Actiona could not be used out of the box. The window for the test runner must be moved to the bottom right, otherwise it would close itself.
Ubuntu 22.04 had to be moved to a X11 by default. Wayland was not working.
Okular did never run on first start. The script is so fast that it seeming expects that the document is already cached.
- However this probably where the most load of Okular happens: Opening and parsing a document for the first time and then caching most of the heavy work

Technical / electrical problems

No way to know if any of the actions succeeeded. The tests MUST be run with a human sitting next to it.
The GUDE posed not apt to fulfill the job of measuring:
- It is possible to hide short spikes of power!!! Switching a light briefly on may lead to a zero reading as it is not caught by the slow sampling interval. This we have also demonstrated in the KDE measurement lab
- The resolution of 1 s is generally too low.
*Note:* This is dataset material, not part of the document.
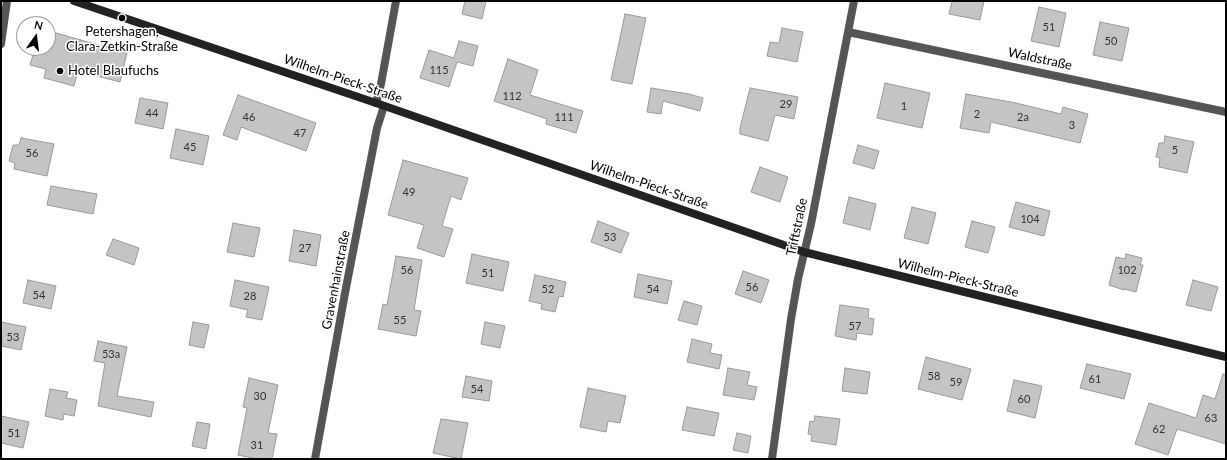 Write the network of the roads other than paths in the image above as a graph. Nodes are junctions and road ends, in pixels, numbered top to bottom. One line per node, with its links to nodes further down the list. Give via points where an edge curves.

One cannot tell much about typical software execution times in the millisecond range
- The resolution if 1 W for the GUDE is also really coarse and leads to sometimes 20-25% off values at least, given that very efficienct desktop machines can have loads < 10 W.
- Stating a measurement value of “Average electrical power draw” of 0.6 W (even assuming it was mathematically accurately derived) is really not possible to claim if the measurement device only has a 1 W resolution :)
- It has a delay of ~ 1 second for the measurements as seen here. We made an example measurement where we only stress one core to really identify when the GUDE starts measuring and when it ends. The problem being though that you might well be 100-200 ms off, as the GUDE not always responds in the same frequency on its polling API for the measurement data. So this increases the uncertainty even more.

Outlook

Althoug we have many critical points on the measurement part in this article we strongly believe in the approach of the Blue Angel as it is layed out so far.

The focus on the meta criteria and a Standard Usage Scenario is what really can help end users navigate through the complexity that modern software applications have if they want to make a sustainable digital decision.

Measuring all code paths and eventualities is neither scalable nor practical.

But by focusing on the major use cases and molding them into a Standard Usage Scenario is an approach to not only measure an application task, but also make it comparable.

We hope to see the Blue Angel move forward and streamline the application process as well as put a tighter grip on the measurement criteria. Also by introducing a central measurement service (available as SaaS) so that people interested in certifiying can use instead of investing into measurement hardware.

The restriction on the Esprimo machines makes perfect sense for us in order to allow people to reproduce the results, but not for scaling the certification process in general.